Tallahassee, Florida — On Wednesday, April 2, 2014, a bill which would allow Florida teachers to carry loaded guns in classrooms took a huge step forward.
The new bill will allow trained school teachers, principals or volunteers to carry weapons.
According to reports, there have been 44 school shootings in the U.S since the Sandy Hook massacre. Since December of 2012, not including Sandy Hook, 28 people have died, 37 seriously injured, and many others emotionally scarred.
Many Democrats oppose the bill.
Eric Holder and President Obama issued a warning in January, to all U.S schools, citing that they (the Obama administration) want teachers to go easy when disciplining out-of-control children, namely blacks and Hispanics. (click to read this full story)
So here is the question everyone is asking: Would armed teachers in schools really make a difference?
Statistically, the answer proves to be yes.
For instance, Arkansas, where teachers are now known as guards and are permitted to carry 9mm handguns, has had zero incidents since the policy was enacted. While there is strong opposition from the left, Florida teachers say that teachers in Utah have been carrying concealed weapons in schools for more than a decade now. The state has never had a mass shooting in its schools and has never had an accidental shooting or problems with students getting their hands on a teacher’s gun.
“Their schools are the safest and the kids are more behaved than that of students in Florida Schools,” said one Florida school official.
School officials in Utah said that budget cuts do not always permit school resource officers and that, they cannot always count on a reasonable police response time. Therefore, school officials felt it was necessary to require teachers to carry weapons.

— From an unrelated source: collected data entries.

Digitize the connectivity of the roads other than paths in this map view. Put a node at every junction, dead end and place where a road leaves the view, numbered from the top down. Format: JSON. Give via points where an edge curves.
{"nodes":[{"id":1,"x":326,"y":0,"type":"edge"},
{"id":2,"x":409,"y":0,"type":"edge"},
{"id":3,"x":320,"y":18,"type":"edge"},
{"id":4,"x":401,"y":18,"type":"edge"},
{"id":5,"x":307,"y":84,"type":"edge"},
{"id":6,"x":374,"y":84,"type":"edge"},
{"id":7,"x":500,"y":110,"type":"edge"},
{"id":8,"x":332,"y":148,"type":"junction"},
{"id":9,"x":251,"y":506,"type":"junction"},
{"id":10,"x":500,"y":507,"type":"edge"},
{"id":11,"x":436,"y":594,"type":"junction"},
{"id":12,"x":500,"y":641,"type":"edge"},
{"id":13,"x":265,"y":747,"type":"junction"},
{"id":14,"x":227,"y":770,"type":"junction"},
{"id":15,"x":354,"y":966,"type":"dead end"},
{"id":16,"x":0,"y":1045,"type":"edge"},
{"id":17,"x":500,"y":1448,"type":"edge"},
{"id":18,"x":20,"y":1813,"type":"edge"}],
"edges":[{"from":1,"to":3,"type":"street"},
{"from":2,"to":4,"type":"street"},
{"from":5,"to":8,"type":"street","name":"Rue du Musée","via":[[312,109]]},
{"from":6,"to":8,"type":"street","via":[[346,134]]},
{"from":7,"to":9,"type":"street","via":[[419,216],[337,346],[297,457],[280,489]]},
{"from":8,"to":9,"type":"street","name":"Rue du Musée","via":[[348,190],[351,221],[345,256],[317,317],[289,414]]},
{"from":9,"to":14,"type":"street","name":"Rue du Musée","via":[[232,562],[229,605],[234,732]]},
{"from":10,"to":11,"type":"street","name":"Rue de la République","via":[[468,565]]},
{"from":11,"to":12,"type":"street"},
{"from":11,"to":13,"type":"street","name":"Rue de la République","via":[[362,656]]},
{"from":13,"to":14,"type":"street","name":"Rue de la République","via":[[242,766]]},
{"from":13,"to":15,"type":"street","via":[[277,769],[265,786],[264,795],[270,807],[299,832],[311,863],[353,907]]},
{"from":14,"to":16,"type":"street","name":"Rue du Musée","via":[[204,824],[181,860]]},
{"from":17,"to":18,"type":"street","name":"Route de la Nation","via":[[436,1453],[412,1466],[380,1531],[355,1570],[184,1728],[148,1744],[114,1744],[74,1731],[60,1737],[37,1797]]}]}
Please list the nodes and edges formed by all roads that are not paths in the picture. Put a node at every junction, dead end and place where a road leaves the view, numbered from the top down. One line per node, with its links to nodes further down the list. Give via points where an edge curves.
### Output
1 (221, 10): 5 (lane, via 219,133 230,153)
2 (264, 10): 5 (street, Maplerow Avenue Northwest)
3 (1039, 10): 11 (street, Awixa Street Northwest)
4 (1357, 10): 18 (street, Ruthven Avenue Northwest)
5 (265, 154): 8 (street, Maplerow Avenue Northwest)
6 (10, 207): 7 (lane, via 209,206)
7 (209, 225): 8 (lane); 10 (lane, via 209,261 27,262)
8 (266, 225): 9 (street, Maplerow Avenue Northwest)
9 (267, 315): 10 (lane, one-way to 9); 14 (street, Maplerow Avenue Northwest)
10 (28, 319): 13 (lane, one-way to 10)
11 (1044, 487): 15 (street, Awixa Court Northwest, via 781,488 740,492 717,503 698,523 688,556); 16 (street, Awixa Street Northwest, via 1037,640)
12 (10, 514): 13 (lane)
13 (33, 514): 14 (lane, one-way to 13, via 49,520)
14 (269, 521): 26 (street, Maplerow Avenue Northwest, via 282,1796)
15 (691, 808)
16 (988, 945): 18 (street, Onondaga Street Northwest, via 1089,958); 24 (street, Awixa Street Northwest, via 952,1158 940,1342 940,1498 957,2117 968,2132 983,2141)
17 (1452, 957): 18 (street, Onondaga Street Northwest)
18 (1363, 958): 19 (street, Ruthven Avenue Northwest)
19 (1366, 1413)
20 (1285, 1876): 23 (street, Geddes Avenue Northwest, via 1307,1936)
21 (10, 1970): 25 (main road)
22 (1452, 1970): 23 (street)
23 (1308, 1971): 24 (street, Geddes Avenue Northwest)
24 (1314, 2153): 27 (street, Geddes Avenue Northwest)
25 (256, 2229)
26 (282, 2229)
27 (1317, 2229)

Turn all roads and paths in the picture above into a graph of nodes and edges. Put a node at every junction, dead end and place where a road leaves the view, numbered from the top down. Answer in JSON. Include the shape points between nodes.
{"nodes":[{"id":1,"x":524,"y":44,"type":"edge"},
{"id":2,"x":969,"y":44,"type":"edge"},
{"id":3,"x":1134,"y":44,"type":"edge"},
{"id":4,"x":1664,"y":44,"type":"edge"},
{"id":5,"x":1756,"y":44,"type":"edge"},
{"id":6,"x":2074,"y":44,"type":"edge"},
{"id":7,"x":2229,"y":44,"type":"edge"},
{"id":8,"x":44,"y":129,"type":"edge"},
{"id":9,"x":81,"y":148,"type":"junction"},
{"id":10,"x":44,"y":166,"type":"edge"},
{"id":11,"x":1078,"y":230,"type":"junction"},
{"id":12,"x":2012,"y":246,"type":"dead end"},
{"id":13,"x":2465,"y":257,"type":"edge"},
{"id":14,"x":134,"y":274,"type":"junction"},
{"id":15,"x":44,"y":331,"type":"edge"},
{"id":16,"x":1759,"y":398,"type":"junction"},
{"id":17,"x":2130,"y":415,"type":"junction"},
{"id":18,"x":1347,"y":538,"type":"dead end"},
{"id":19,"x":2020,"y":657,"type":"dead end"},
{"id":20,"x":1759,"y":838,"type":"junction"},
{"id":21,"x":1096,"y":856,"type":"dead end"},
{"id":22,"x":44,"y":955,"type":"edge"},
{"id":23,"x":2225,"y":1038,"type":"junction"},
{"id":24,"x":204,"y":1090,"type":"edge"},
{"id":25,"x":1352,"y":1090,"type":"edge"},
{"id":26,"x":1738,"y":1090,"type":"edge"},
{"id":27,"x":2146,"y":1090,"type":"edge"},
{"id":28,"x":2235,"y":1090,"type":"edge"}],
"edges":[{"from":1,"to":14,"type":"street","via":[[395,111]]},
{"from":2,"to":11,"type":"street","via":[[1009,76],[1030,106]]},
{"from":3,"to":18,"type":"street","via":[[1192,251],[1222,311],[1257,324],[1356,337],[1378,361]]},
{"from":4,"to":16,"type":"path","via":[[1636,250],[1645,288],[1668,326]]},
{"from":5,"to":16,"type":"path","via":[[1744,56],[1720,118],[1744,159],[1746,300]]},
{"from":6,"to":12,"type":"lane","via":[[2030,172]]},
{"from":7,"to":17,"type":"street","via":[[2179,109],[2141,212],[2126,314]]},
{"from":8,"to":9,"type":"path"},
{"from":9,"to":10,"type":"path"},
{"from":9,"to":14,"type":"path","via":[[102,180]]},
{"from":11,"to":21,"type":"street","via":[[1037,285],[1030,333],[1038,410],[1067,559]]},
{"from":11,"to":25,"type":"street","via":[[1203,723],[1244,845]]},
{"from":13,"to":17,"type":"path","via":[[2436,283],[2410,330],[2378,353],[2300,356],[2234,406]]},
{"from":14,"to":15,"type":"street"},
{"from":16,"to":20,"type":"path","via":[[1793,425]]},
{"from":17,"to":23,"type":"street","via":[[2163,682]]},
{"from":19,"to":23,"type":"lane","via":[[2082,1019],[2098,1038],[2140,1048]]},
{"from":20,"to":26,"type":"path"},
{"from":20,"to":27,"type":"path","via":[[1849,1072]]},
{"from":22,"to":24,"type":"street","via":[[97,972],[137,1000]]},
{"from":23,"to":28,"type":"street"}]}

Many states feel that “Open Carry” for teachers is the best policy.
The Department Of Justice conducted a massive survey among convicted felons. The survey asked: What deterred criminals more, armed victims or the police? The results were stunning. More than 57 percent of felons polled that criminals are more worried about confronting an armed victim than they are about the police.
Researcher Gary Kleck proved that 92 percent of criminal attacks are deterred when a gun is presented by the victim or in plain sight to criminals, without a shot ever having to be fired. Open carry has been proven time and time again to deter crime. States that have open carry such as Alaska, have an extremely low crime rate.
The gun debate is not anything new. It has been in the spotlight since the early ’80s. In 1982, Atlanta suburb Kennesaw passed an ordinance that required all households to have a gun. The residential burglary rate subsequently dropped 89 percent in Kennesaw, compared to the modest 10.4 percent drop in Georgia as a whole.
Thirty years later, the residential burglary rate in Kennesaw is still 72 percent lower than before the ordinance was passed. Proving that when criminals know a citizen is armed, they will not proceed. It mirrors that old joke, “criminals will never rob a doughnut shop because that’s where all the cops are.”
HB 753 would give school districts the option to appoint one or more people to carry a concealed weapon.
The bill doesn’t just give guns to teachers. Each district would appoint one or more person per school. Any person appointed would need to obtain a concealed weapons permit, pass a federal background check, and complete training classes.
While the bill is not for open carry, many residents say it is a start.
With many parents today not disciplining their children, leaving everything up to a teacher and allowing the Xbox to act as a babysitter, responsible parents say that change is definitely needed.
Experts say that a lack of parenting is a huge factor in the way children act today, but parents fail to see to correlation. School officials said that if more parents would take an active role in their children’s lives instead of leaving everything, including parenting roles up to teachers, then our society would be a much better place.
The next step for this bill is another committee hearing before the bill reaches the House floor.